Professional Development Scholarship Program

”Urban Environmental Security”

                                                                                                            OAS/DHD/CIR.006/2009

 

1)  VENUE:  University for Peace.  Address:  De la Pulpería La Estrella del Sur 7.5 km Suroeste; El Rodeo. Colon, San José, Costa Rica.  Tel:  (506) 2205-9000.  Fax: (506) 2249-1929.  E-Mail:  [email protected]

 

2)  COORDINATOR OF THE COURSE:  Rolain Borel.  E-Mail:  [email protected]

     COURSE PROFESSOR: Mahmoud Hamid. E-Mail:  [email protected]

 

3) DATES                                       From March 16th, to March 27th, 2009

                                                                                                                            

4) COURSE DURATION:                Ten (10) Days

5)  LANGUAGES:                             English

6)  MODALITY:                                 On site

 7) OBJECTIVES: 

  • Be familiar with the trends in urban development that can represent threats to urban population due to environmental risks
  • Be familiar with the typologies of environmental risk in urban contexts
  • Have acquired a detailed understanding of the different sources and forms of urban environmental risks and insecurity, i.e. water, land, air, food, health, climate, fire and other hazards.
  • Be aware of the needed commitment and conditions under which the environmental risks are mitigated in Sustainable Cities and communities that care about the environmental security.
  • Have analyzed and learned about the needs of response to the main urban environmental trends, in order to improve environmental security in urban environments 

8)      PROGRAM:

The course will address how the stark environmental insecurity necessitates creative thinking, the need for going beyond classic environmentalism in its understanding of sustainable cities.
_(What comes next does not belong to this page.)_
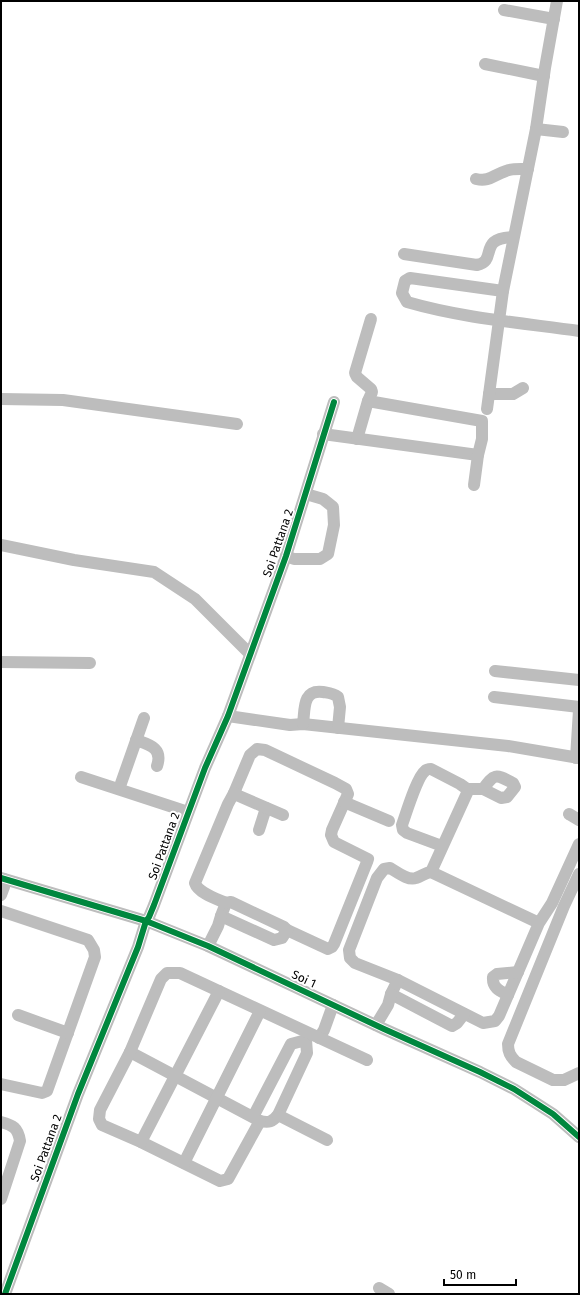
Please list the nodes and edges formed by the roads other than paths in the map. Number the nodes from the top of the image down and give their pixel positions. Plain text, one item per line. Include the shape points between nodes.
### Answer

This will be particularly linked to processes of “de-nationalization”—the changing status of nation-states—as part of the globalizing world economy, which is very likely to affect the historical status of their national capitals and the relationship of these capitals to the domestic landscape. How this changing status in association with emerging identities, involving rural immigrants/displaced persons as well as from within the urban domain (urban poor), would help advance sustainability agenda in urban environment management? Associated with this, the course will also explore innovative municipal strategies to strengthen environmental security, including programmer aimed at greening transport, building employment skills and opportunities through environmental initiatives, achieving zero waste, minimizing environmental hazards and preserving biodiversity.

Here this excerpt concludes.